5 Mistakes New Parents of Twins Make After Bringing Their Babies Home

5 Mistakes New Parents Twins Babies Home
Twin baby brothers. Getty Images/Mint Images RF

Bringing home a newborn is one thing — but taking care of two is quite another. Twiniversity founder Natalie Diaz knows that firsthand, and she shares five common mistakes made by new parents of twins exclusively with Us Weekly.

First things first, it’s vital to stock up on enough supplies! The last thing moms and dads want to do is run out of diapers, wipes and formula because they underestimated their infants. “You don’t need to start using baby clothes to clean up doody,” Diaz tells Us. Instead, she recommends always having 150 diapers, an unopened case of wipes and a week’s worth of formula on hand at all times.

Taking care of one newborn, let alone two, takes some serious energy, which is why the twin expert, who has helped out The View‘s Abby Huntsman with her twin prep, is all about napping. Instead of sleeping when the babies sleep, “grab a nap when visitors come over,” she says. “People aren’t coming to see you.” That way, parents can catch some z’s while their “babies are safe with people” who love them. It’s a win-win!

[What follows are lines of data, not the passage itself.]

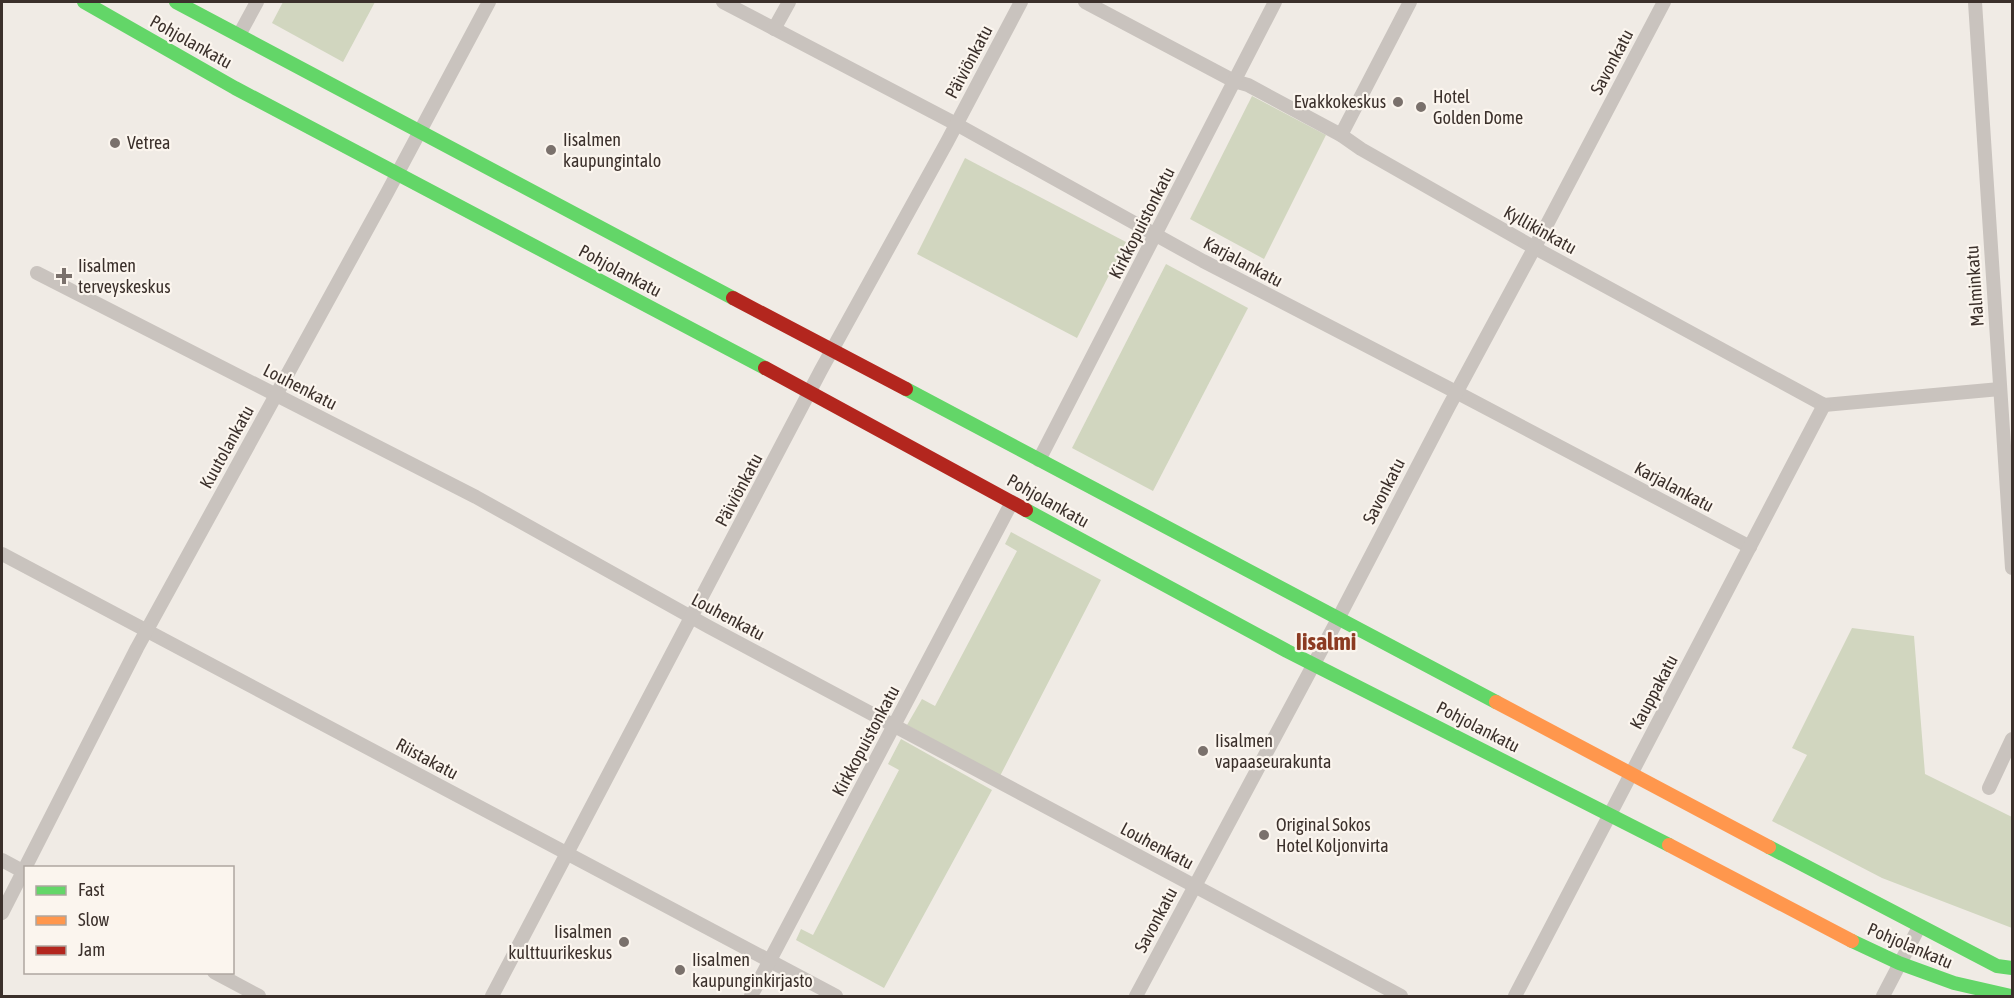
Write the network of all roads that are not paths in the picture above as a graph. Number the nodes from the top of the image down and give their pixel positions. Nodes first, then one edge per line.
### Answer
1 (84, 2) edge
2 (176, 2) edge
3 (257, 2) edge
4 (489, 2) edge
5 (723, 2) edge
6 (789, 2) edge
7 (1021, 2) edge
8 (1085, 2) edge
9 (1275, 2) edge
10 (1410, 2) edge
11 (1664, 2) edge
12 (1975, 2) edge
13 (774, 28) junction
14 (239, 35) junction
15 (1234, 81) junction
16 (956, 124) junction
17 (420, 130) junction
18 (1341, 135) junction
19 (397, 172) junction
20 (1156, 235) junction
21 (1535, 248) junction
22 (37, 273) dead end
23 (833, 350) junction
24 (2000, 389) junction
25 (809, 392) junction
26 (1456, 392) junction
27 (276, 396) junction
28 (1824, 405) junction
29 (1039, 460) junction
30 (1012, 502) junction
31 (1750, 547) junction
32 (2, 554) edge
33 (2013, 568) edge
34 (692, 618) junction
35 (1338, 620) junction
36 (147, 631) junction
37 (1314, 665) junction
38 (895, 726) junction
39 (2013, 739) edge
40 (1631, 774) junction
41 (1989, 788) dead end
42 (1610, 814) junction
43 (567, 854) junction
44 (2, 860) edge
45 (27, 866) edge
46 (24, 872) edge
47 (1194, 886) junction
48 (2, 913) edge
49 (1918, 927) junction
50 (770, 962) junction
51 (1899, 963) junction
52 (2013, 968) edge
53 (218, 974) edge
54 (259, 996) edge
55 (492, 996) edge
56 (752, 996) edge
57 (836, 996) edge
58 (1136, 996) edge
59 (1401, 996) edge
60 (1515, 996) edge
61 (1883, 996) edge
62 (2011, 996) edge

1 - 19 main road, Pohjolankatu
2 - 14 main road, Pohjolankatu
3 - 14 street
4 - 17 street, Kuutolankatu
5 - 13 street, Karjalankatu
6 - 13 street
7 - 16 street, Päiviönkatu
8 - 15 street, Kyllikinkatu
9 - 15 street, Kirkkopuistonkatu
10 - 18 street
11 - 21 street, Savonkatu
12 - 24 street, Malminkatu
13 - 16 street, Karjalankatu
14 - 17 main road, Pohjolankatu
15 - 18 street, Kyllikinkatu
15 - 20 street, Kirkkopuistonkatu
16 - 20 street, Karjalankatu
16 - 23 street, Päiviönkatu
17 - 19 street, Kuutolankatu
17 - 23 main road, Pohjolankatu
18 - 21 street, Kyllikinkatu
19 - 25 main road, Pohjolankatu
19 - 27 street, Kuutolankatu
20 - 26 street, Karjalankatu
20 - 29 street, Kirkkopuistonkatu
21 - 26 street, Savonkatu
21 - 28 street, Kyllikinkatu
22 - 27 street, Louhenkatu
23 - 25 street, Päiviönkatu
23 - 29 main road, Pohjolankatu
24 - 28 street
24 - 33 street, Malminkatu
25 - 30 main road, Pohjolankatu
25 - 34 street, Päiviönkatu
26 - 31 street, Karjalankatu
26 - 35 street, Savonkatu
27 - 34 street, Louhenkatu
27 - 36 street, Kuutolankatu
28 - 31 street, Kauppakatu
29 - 35 main road, Pohjolankatu
30 - 37 main road, Pohjolankatu
30 - 38 street, Kirkkopuistonkatu
31 - 40 street, Kauppakatu
32 - 36 street, Riistakatu
34 - 38 street, Louhenkatu
34 - 43 street, Päiviönkatu
35 - 37 street, Savonkatu
35 - 40 main road, Pohjolankatu
36 - 43 street, Riistakatu
36 - 45 street, Kuutolankatu
37 - 42 main road, Pohjolankatu
37 - 47 street, Savonkatu
38 - 47 street, Louhenkatu
38 - 50 street, Kirkkopuistonkatu
39 - 41 street
40 - 42 street, Kauppakatu
40 - 49 main road, Pohjolankatu
42 - 51 main road, Pohjolankatu
42 - 60 street, Kauppakatu
43 - 50 street, Riistakatu
43 - 55 street, Päiviönkatu
44 - 46 street
46 - 48 street, Kuutolankatu
47 - 58 street, Savonkatu
47 - 59 street, Louhenkatu
49 - 51 street
49 - 52 main road, Pohjolankatu
50 - 56 street, Kirkkopuistonkatu
50 - 57 street, Riistakatu
51 - 61 street
51 - 62 main road, Pohjolankatu
53 - 54 street

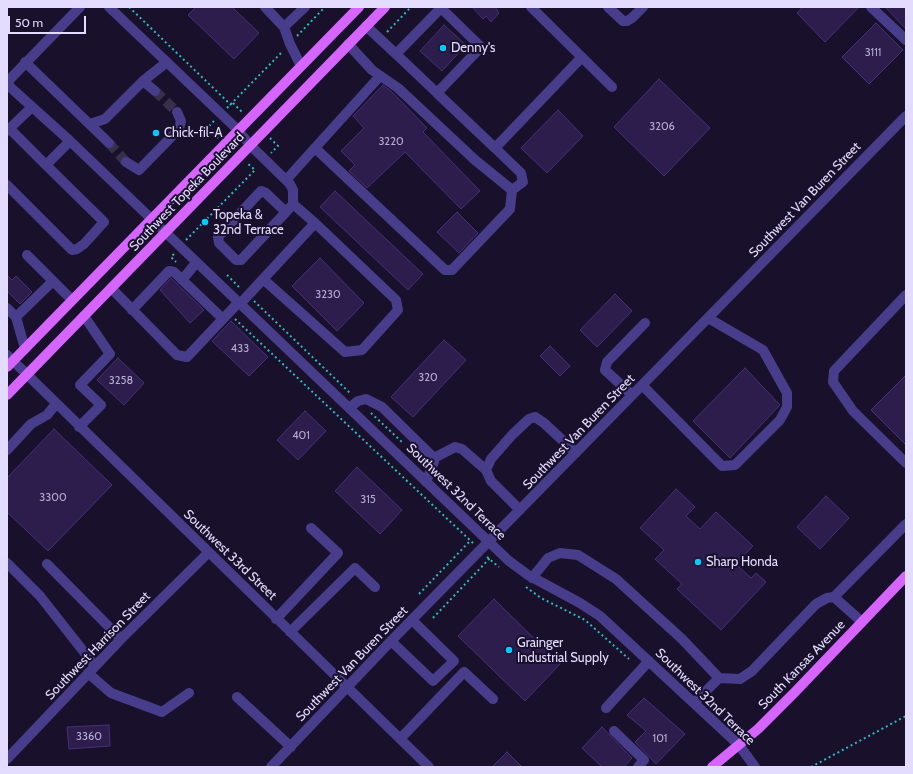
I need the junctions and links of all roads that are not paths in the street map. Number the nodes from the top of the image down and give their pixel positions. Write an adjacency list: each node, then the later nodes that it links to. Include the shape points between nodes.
1 (80, 7): 17 (street)
2 (109, 7): 18 (street)
3 (265, 7): 12 (street)
4 (305, 7): 12 (street)
5 (385, 7): 11 (main road, Southwest Topeka Boulevard)
6 (531, 7): 16 (street)
7 (608, 7): 8 (street, via 623,21 632,18)
8 (643, 7)
9 (871, 7): 13 (street)
10 (354, 9): 11 (main road); 19 (main road, Southwest Topeka Boulevard)
11 (366, 26): 14 (main road, Southwest Topeka Boulevard); 15 (street)
12 (284, 28): 19 (street)
13 (906, 40)
14 (348, 44): 20 (street); 33 (main road, Southwest Topeka Boulevard)
15 (396, 54): 24 (street); 24 (street, via 441,8 480,47)
16 (582, 57): 22 (street); 35 (street)
17 (25, 62): 25 (street, Southwest 32nd Terrace, via 8,82 10,87); 28 (street)
18 (167, 62): 21 (street); 30 (street)
19 (301, 66): 30 (main road, Southwest Topeka Boulevard)
20 (380, 76): 34 (street); 40 (street, via 398,88 475,160)
21 (144, 81): 23 (street); 28 (street, via 105,119)
22 (612, 87)
23 (156, 91)
24 (437, 92): 35 (street)
25 (32, 107): 29 (street); 31 (street, Southwest 32nd Terrace)
26 (177, 112): 36 (street, via 181,121 179,129 139,170)
27 (906, 116): 58 (street, Southwest Van Buren Street)
28 (90, 124): 32 (street)
29 (8, 130): 37 (street)
30 (238, 130): 33 (street); 42 (main road, Southwest Topeka Boulevard)
31 (70, 141): 37 (street); 42 (street, Southwest 32nd Terrace)
32 (109, 143)
33 (250, 145): 38 (street); 44 (main road, Southwest Topeka Boulevard)
34 (315, 148): 38 (street); 40 (street, via 445,270 452,270 510,208)
35 (495, 148): 40 (street, via 522,173 523,182)
36 (126, 162)
37 (46, 165): 39 (street, via 104,222 77,249 72,250)
38 (286, 180): 41 (street, via 293,190)
39 (7, 185)
40 (512, 190)
41 (289, 208): 41 (street, via 261,191 218,237 219,243 236,260 241,260); 43 (street)
42 (151, 219): 44 (street, Southwest 32nd Terrace); 52 (main road, Southwest Topeka Boulevard)
43 (315, 223): 47 (street); 47 (street, via 396,300 398,310 362,350 345,352)
44 (165, 233): 46 (street, Southwest 32nd Terrace); 50 (main road, Southwest Topeka Boulevard)
45 (27, 255): 49 (street)
46 (196, 263): 48 (street); 53 (street, Southwest 32nd Terrace)
47 (263, 279): 53 (street)
48 (182, 280): 55 (street, via 174,272 169,271); 59 (street)
49 (53, 281): 52 (street); 57 (street)
50 (111, 288): 55 (street); 56 (main road, Southwest Topeka Boulevard)
51 (906, 295): 73 (street, via 834,371 834,382 853,411)
52 (72, 300): 61 (main road, Southwest Topeka Boulevard)
53 (239, 304): 59 (street); 68 (street, Southwest 32nd Terrace)
54 (7, 308): 57 (street)
55 (132, 310): 59 (street, via 178,355 187,357)
56 (84, 316): 63 (main road, Southwest Topeka Boulevard); 69 (street, via 110,354 80,385 101,405)
57 (16, 317): 61 (street)
58 (708, 318): 64 (street, Southwest Van Buren Street); 64 (street, via 763,350 787,393 787,407 780,420 735,465 722,466)
59 (223, 319)
60 (645, 324): 66 (street, via 607,362 605,370)
61 (25, 349): 62 (main road, Southwest Topeka Boulevard)
62 (9, 361): 63 (street, Southwest 33rd Street)
63 (26, 375): 65 (main road, Southwest Topeka Boulevard); 67 (street, Southwest 33rd Street)
64 (642, 385): 66 (street, Southwest Van Buren Street)
65 (7, 395)
66 (632, 395): 71 (street, Southwest Van Buren Street)
67 (56, 404): 69 (street, Southwest 33rd Street); 70 (street, via 47,414 31,424)
68 (349, 408): 72 (street, via 366,399 382,407); 75 (street, Southwest 32nd Terrace)
69 (79, 427): 80 (street, Southwest 33rd Street)
70 (7, 450)
71 (576, 453): 74 (street, via 535,417 529,419 512,435 491,459); 76 (street, Southwest Van Buren Street)
72 (434, 458): 74 (street, via 455,447 462,449); 75 (street)
73 (906, 463)
74 (486, 470): 76 (street, via 491,480)
75 (426, 482): 79 (street, Southwest 32nd Terrace)
76 (520, 510): 79 (street, Southwest Van Buren Street)
77 (906, 524): 86 (street)
78 (311, 528): 87 (street, via 338,553)
79 (489, 542): 84 (street, Southwest 32nd Terrace); 88 (street, Southwest Van Buren Street)
80 (208, 554): 87 (street, Southwest 33rd Street); 91 (street, Southwest Harrison Street)
81 (7, 563): 94 (street, via 40,596)
82 (47, 564): 91 (street)
83 (906, 576): 89 (main road, South Kansas Avenue)
84 (532, 578): 93 (street, Southwest 32nd Terrace, via 600,616); 95 (street, via 548,558 560,553 578,555 616,579 682,639)
85 (375, 587): 90 (street, via 355,568)
86 (834, 597): 89 (street); 95 (street, via 816,604 752,671 740,679)
87 (276, 619): 90 (street, Southwest 33rd Street)
88 (412, 620): 92 (street, Southwest Van Buren Street); 92 (street, via 454,660 433,681)
89 (862, 622): 104 (main road, South Kansas Avenue, via 795,692)
90 (290, 632): 96 (street, Southwest 33rd Street)
91 (121, 640): 94 (street, Southwest Harrison Street)
92 (391, 641): 96 (street, Southwest Van Buren Street)
93 (649, 661): 100 (street, Southwest 32nd Terrace); 101 (street)
94 (92, 670): 97 (street, via 111,693 162,712); 106 (street, Southwest Harrison Street)
95 (719, 678): 100 (street)
96 (347, 688): 103 (street, Southwest 33rd Street); 105 (street, Southwest Van Buren Street)
97 (189, 693)
98 (237, 697): 105 (street)
99 (493, 699): 103 (street, via 464,672)
100 (694, 703): 104 (street, Southwest 32nd Terrace)
101 (606, 708)
102 (614, 730): 109 (street, via 644,760)
103 (400, 739): 108 (street, Southwest 33rd Street)
104 (739, 745): 110 (main road, South Kansas Avenue); 111 (street, Southwest 32nd Terrace)
105 (291, 747): 107 (street, Southwest Van Buren Street)
106 (7, 759)
107 (271, 767)
108 (430, 767)
109 (638, 767)
110 (712, 767)
111 (755, 767)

When it comes to visitors, vaccines are extra important — especially since pregnant moms are “put under the microscope,” while no one checks the immunization status of “dads, nannies, nurses” and other visitors. Diaz points out that this is “overlooked,” but so important.

Don’t forget about budgeting either! “Should you really be spending every penny in your account just to make an Instagram-ready nursery?” the What to Do When You’re Having Two author asks. Even though people won’t remember what their stroller looked like or what the theme of their first bedroom was, “they will remember when their parents didn’t have the money for the college they wanted to go to.”

And just because it’s important to look after little ones doesn’t mean that it isn’t just as important to spend time with a spouse — if not more. “Your kids are watching you from day one,” Diaz says. She recommends “leading by example.” This means moms and dads should prioritize themselves first and then their partner, followed by their babies.

This advice isn’t exclusively for twins, either. One size fits all, Diaz says, and any new parents can take these tips into consideration when their infant arrives.